There are plenty of ways to improve a sense of community within your own workplace. You may already have weekly or bi-weekly meeting schedules. However, making these more than just work-related, but rather a friendly catch up with employees and building trust with each other will make everyone feel more contented within the workplace. This is important now than ever.
Expect the unexpected
Even when the spread of Covid-19 rose within China back in December 2019, the spread to the UK and rest of the world took us all by surprise and no one was even near ready for what took place this year. This has not only taught businesses to be more prepared for unexpected events, but that it’s also important to keep up with the times and adapt to the new world.
As mentioned in our previous blog, Primark took the pandemic hard with no income for a whole month of being forced to close. Even without the Covid-19 crisis, everything is moving online and digital so it’s vital to keep up with the ever-changing world.

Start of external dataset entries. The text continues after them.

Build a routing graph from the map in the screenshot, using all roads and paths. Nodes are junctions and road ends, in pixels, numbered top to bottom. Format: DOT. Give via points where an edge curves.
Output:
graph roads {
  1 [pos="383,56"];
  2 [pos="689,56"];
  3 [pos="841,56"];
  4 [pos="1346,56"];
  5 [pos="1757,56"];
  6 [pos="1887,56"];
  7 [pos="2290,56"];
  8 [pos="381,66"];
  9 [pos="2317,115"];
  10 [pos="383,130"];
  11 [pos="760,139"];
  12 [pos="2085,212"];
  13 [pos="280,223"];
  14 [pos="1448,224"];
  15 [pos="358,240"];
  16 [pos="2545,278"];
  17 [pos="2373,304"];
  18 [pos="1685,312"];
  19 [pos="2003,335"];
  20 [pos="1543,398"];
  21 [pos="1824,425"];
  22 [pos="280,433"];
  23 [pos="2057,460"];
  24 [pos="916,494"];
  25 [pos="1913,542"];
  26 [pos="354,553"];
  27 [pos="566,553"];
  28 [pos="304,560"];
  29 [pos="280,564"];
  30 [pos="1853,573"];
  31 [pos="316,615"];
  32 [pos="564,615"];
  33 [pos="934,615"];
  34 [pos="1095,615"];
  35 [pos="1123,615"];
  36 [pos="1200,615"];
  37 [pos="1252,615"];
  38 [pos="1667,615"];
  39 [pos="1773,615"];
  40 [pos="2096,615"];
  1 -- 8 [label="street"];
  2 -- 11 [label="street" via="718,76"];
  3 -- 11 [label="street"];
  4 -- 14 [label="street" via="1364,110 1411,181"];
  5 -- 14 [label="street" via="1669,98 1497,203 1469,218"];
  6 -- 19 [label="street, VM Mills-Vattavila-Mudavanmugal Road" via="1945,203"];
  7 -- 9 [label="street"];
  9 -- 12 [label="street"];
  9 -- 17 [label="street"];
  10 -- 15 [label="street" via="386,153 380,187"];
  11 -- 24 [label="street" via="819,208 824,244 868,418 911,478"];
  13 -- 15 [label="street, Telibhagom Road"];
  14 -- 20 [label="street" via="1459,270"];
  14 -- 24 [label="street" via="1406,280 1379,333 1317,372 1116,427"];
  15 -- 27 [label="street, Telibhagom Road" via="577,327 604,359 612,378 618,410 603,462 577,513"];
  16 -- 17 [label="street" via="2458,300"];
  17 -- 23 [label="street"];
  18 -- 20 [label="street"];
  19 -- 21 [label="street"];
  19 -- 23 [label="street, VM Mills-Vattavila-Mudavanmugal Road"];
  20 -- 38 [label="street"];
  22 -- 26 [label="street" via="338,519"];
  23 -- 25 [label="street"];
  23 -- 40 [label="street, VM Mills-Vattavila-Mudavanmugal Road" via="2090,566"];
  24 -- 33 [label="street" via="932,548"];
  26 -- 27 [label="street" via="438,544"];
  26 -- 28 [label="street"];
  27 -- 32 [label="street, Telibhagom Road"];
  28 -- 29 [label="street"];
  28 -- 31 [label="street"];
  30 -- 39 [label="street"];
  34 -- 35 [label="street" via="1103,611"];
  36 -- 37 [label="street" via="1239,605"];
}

With cases on the rise again, it should be worth considering that prioritising the health of both your employees and customers is the number one priority within your business operations. For example, reduced opening hours, a one-way system, access to hand sanitizer and mandatory mask-wearing should be enforced within your store.
Look after your employees
Covid-19 has shown the true colours of some businesses this year with immediate dismissals like Weatherspoon’s, other businesses exploiting the furlough scheme and companies who aren’t even protecting their employees within the workplace. When popular pub chain, Weatherspoon’s, abandoned their 43,000 staff back in March with no indication of payment, they received a huge backlash and disapproval from the public.
Negative press like this can have a huge impact on your brand image. In this day and age, people are becoming more and more conscious on what kind of businesses they buy from. Therefore, it’s important to consider the implications of your actions, particularly if you’re a well-known business with the press.
However, even companies with no media attention have been getting into big trouble with other issues regarding furlough. Roughly 800 people reported their employers to HM Revenue and Customs alleging they are fraudulently claiming money from the Coronavirus Job Retention Scheme. Not only can issues like this be bad with the press, but can be damaging to your brand reputation.
Engage with your audience
Like we mentioned earlier, a sense of community is so important during these difficult times. Similarly, it’s also crucial to keep your audience engaged and updated to retain them whatever the nature of your business. Particularly right now, many people will not be in the same financial circumstances as they were before the pandemic.
With people’s minds occupied with other conundrums in their life, they’re likely to forget your brand and not feel the need for your products/ services if they’re not essentials. Therefore, consider why your customer should still want your brand during these unprecedented circumstances. For example, a makeup and skincare company would start to advertise their goods as ‘post-lockdown treats’ or a clothing store may push their loungewear items and advertise them as ‘lockdown outfits’ or ‘stay-at-home outfits’.